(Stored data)
=-=-=
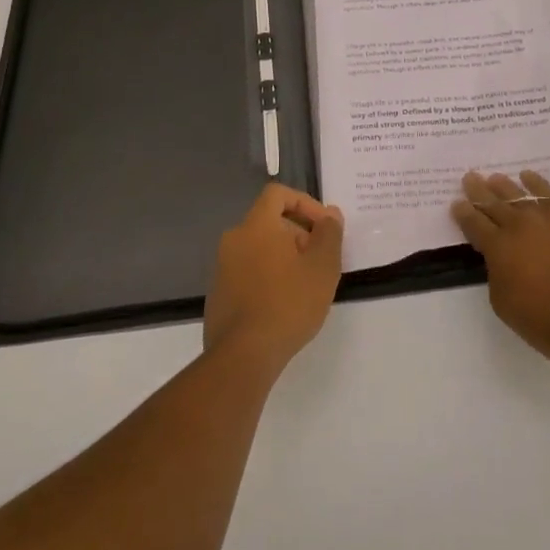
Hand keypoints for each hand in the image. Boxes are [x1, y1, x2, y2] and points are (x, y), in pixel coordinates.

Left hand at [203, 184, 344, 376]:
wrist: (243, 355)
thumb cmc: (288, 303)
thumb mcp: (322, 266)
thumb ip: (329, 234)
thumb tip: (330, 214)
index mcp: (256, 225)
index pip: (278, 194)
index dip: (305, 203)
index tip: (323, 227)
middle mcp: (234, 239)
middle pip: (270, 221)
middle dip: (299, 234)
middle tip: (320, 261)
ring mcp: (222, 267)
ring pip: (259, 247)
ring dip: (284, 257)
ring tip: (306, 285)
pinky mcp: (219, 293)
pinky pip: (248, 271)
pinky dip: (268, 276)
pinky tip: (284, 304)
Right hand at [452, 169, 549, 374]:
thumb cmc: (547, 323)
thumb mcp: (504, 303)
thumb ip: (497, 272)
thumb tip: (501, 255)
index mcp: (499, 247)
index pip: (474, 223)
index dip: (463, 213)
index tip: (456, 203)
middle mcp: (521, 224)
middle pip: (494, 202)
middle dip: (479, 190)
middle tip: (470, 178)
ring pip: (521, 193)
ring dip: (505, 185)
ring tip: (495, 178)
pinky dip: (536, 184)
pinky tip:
=-=-=
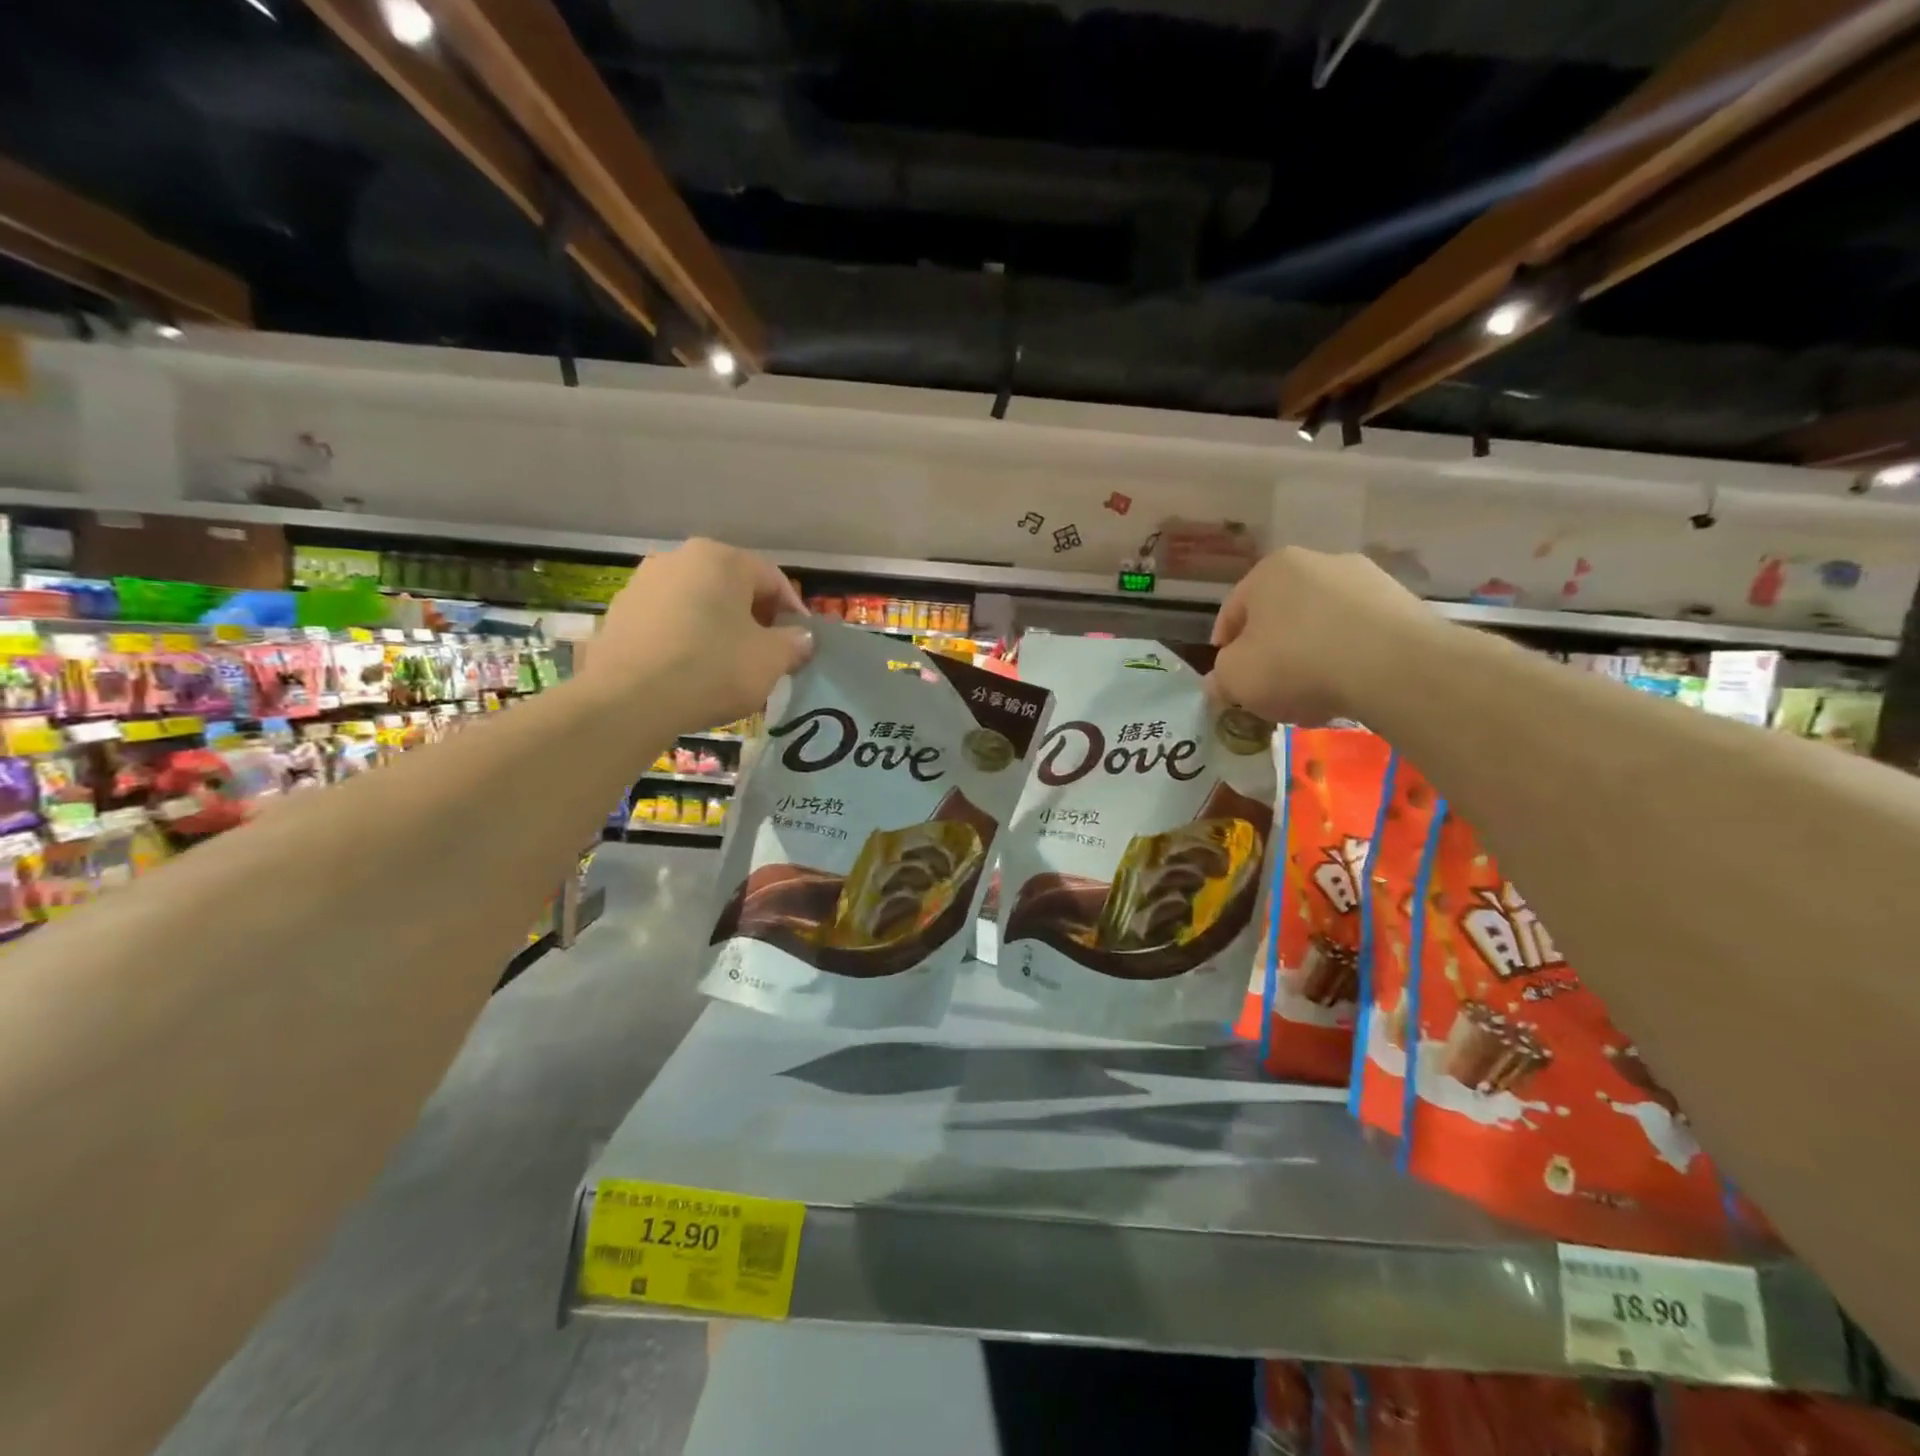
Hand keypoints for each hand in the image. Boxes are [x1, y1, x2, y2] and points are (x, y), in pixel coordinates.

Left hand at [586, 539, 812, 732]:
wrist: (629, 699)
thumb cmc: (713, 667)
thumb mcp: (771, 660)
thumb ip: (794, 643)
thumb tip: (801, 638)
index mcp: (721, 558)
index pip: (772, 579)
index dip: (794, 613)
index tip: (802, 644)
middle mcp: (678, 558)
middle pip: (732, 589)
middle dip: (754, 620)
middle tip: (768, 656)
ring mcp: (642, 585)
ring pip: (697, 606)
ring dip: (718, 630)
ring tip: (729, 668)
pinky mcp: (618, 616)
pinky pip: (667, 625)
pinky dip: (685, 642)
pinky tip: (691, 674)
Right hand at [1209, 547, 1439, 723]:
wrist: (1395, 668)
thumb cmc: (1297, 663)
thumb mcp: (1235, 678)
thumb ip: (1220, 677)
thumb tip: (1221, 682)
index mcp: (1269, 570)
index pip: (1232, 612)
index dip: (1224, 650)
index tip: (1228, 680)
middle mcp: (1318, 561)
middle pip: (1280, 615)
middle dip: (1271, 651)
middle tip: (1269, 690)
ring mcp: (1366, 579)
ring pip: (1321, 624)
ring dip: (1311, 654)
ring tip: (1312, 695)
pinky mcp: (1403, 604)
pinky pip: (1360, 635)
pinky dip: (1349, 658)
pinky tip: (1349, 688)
=-=-=
_Problem to solve_
Taking the line with "thumb cmc: (1297, 663)" as the first and the line with "pinky tip: (1349, 688)" as the last, retype that stretch of the data above exactly, with no other lines.

_Written answer_
thumb cmc: (1297, 663)
thumb mcp: (1235, 678)
thumb ip: (1220, 677)
thumb tip: (1221, 682)
index mcp: (1269, 570)
index pip: (1232, 612)
index dip: (1224, 650)
index tip: (1228, 680)
middle mcp: (1318, 561)
middle pip: (1280, 615)
middle dip: (1271, 651)
middle tip: (1269, 690)
ring mcp: (1366, 579)
ring pip: (1321, 624)
ring dip: (1311, 654)
ring tip: (1312, 695)
pinky mcp: (1403, 604)
pinky pip: (1360, 635)
pinky dip: (1349, 658)
pinky tip: (1349, 688)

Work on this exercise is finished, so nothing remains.